Today, in a secretariat of 2,000, the WHO has nine professionals who work full time on AIDS.

`30 million white people test'

In the wealthy nations, many AIDS authorities suspect, the place of Africa at the center of the pandemic accentuated skepticism or muffled the response. In and out of Africa, it is seldom possible to discuss the matter without touching the question of race.

James Love, an authority on global drug markets, imagines a "30 million white people test" by which to measure the urgency of the wealthy nations. "You'd move," he said, "kind of like it was an emergency."

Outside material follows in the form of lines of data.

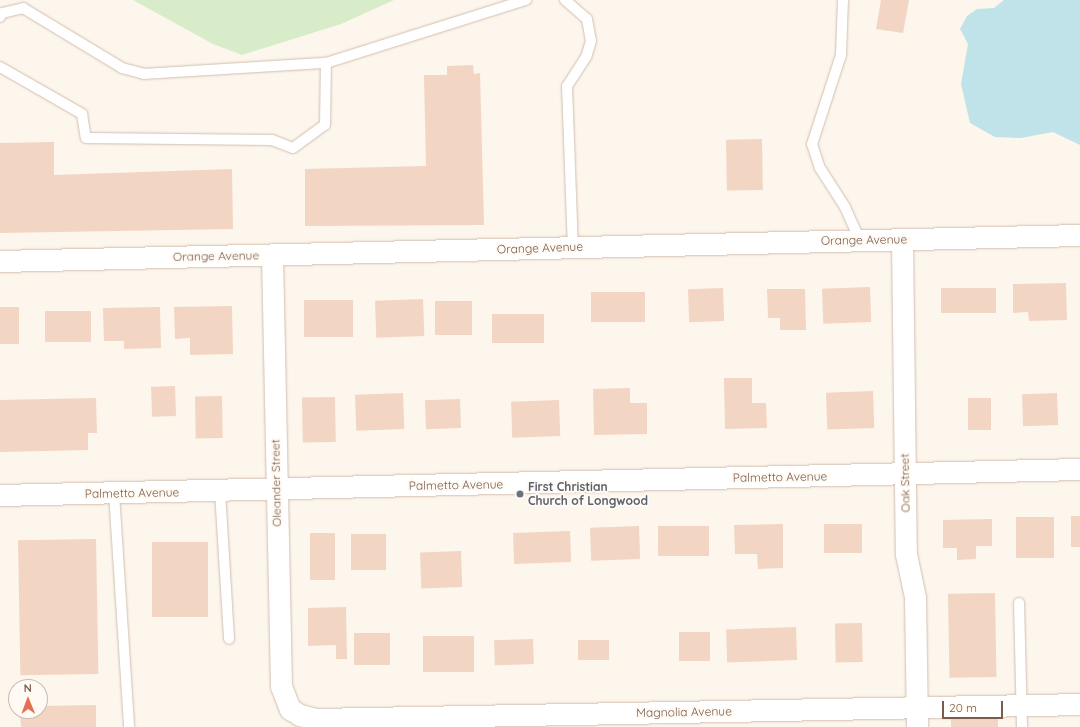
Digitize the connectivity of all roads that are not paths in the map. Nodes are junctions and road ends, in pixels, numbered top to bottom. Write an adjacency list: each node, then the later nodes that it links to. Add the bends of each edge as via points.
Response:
1 (526, 0): 5 (lane)
2 (565, 0): 10 (lane, via 588,18 591,41 586,57 567,86)
3 (843, 0): 9 (lane, via 841,55 812,144 820,168 845,207)
4 (0, 17): 5 (lane, via 2,13 23,8 122,68 144,74)
5 (326, 63): 6 (lane, via 325,125 293,148 272,140 86,138 82,114)
6 (0, 67)
7 (1080, 235): 8 (street, Orange Avenue)
8 (902, 239): 9 (street, Orange Avenue); 14 (street, Oak Street)
9 (860, 240): 10 (street, Orange Avenue)
10 (573, 247): 11 (street, Orange Avenue)
11 (272, 255): 12 (street, Orange Avenue); 15 (street, Oleander Street)
12 (0, 261)
13 (1080, 470): 14 (street, Palmetto Avenue)
14 (905, 473): 15 (street, Palmetto Avenue); 24 (street, Oak Street, via 906,554 915,597)
15 (276, 489): 16 (street, Palmetto Avenue); 23 (street, Oleander Street, via 281,686)
16 (220, 491): 17 (street, Palmetto Avenue); 20 (lane)
17 (114, 493): 18 (street, Palmetto Avenue); 25 (lane)
18 (0, 495)
19 (1019, 603): 22 (lane)
20 (229, 639)
21 (1080, 704): 22 (street, Magnolia Avenue)
22 (1022, 705): 24 (street, Magnolia Avenue); 26 (lane)
23 (290, 709): 24 (street, Magnolia Avenue, via 300,715 316,719)
24 (917, 717)
25 (130, 727)
26 (1022, 727)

UNAIDS chief Piot said he has no doubt that "if this would have happened . . . with white people, the reaction would have been different."

A belated awakening

In January, the CIA updated its AIDS projections. This report resulted from, and intensified, a sudden urgency in the Clinton administration to act. No import ant feature of the epidemic had been discovered in a decade. What mobilized the government, after seven years of modest effort, has been difficult for its policymakers to identify.

Global AIDS has reached a moment of unaccustomed prominence. Heads of state speak its name, and Piot - once unable to publish his study of the early epidemic in Kinshasa, Zaire, in professional journals - is now the subject of admiring notice in Vanity Fair. Pharmaceutical companies are deep in talks with African governments over discounts they may offer for HIV drugs.

The Clinton administration, which added $200 million to global AIDS prevention last year, is preparing proposals to add an additional $250 million, according to knowledgeable officials. Half a dozen proposals in Congress, representing Republicans and Democrats both, contemplate still higher spending.

Will the belated awakening bring real change? The answer, said many AIDS experts, depends in part on abandonment of the quest for what Merson - now dean of public health at Yale - calls "a magic bullet."

Governments in Africa and elsewhere repeatedly have pinned their hopes on a technical fix for AIDS - a vaccine, or a natural plateau in infections, or an effective pharmaceutical cure - that would enable them to sidestep more painful measures.

But among experts, there is a near-consensus that combating the disease requires governments to deal with controversies of sex, injected drugs and other taboos. It also requires costly change in economies and national cultures.

"We know what works," said Piot, who has spelled out the program in increasing detail since taking his UNAIDS post in 1996. "We know what to do."

What to do

Malegapuru Makgoba, president of South Africa's Medical Research Council, says Africans must take first responsibility. "I am tired of hearing that the international community is slow when governments on this continent are irresponsible," he said. Even so, nearly every authority believes those governments need outside help.

A multibillion-dollar prevention program in sub-Saharan Africa, according to plans now under preparation by the White House, World Bank, USAID and UNAIDS, would include hundreds of millions of dollars in youth-focused education, intensive counseling of sex workers, provision and "social marketing" of condoms and much more aggressive treatment of lesser venereal diseases, which speed transmission of AIDS.

Other programs would provide low-cost drugs to slow transmission of the virus in childbirth, blood testing and improvements in blood-bank quality controls.

Smallpox: cautionary example

A vaccine would, of course, make a difference. But many authorities still regard it as a mirage. Few countries in the developing world have the records, roads, facilities and trained personnel to locate, much less inoculate, all their citizens.

By way of analogy, Daniel Tarantola at the WHO cites a massive effort since the 1970s to inoculate every child against such common killers as measles. "Immunization efforts have been going on 20 years, and you still have countries with 40 or 50 percent coverage."

The world's great vaccination triumph is smallpox. Edward Jenner, the 18th-century Gloucestershire physician, demonstrated in 1796 that a weakened strain of the virus extracted from cows would build immunity in humans.

In time, the smallpox vaccine came into wide use, and a mass killer was expunged from humankind. It was 1979 when the world reached that milestone, 183 years after Jenner solved the problem in his lab.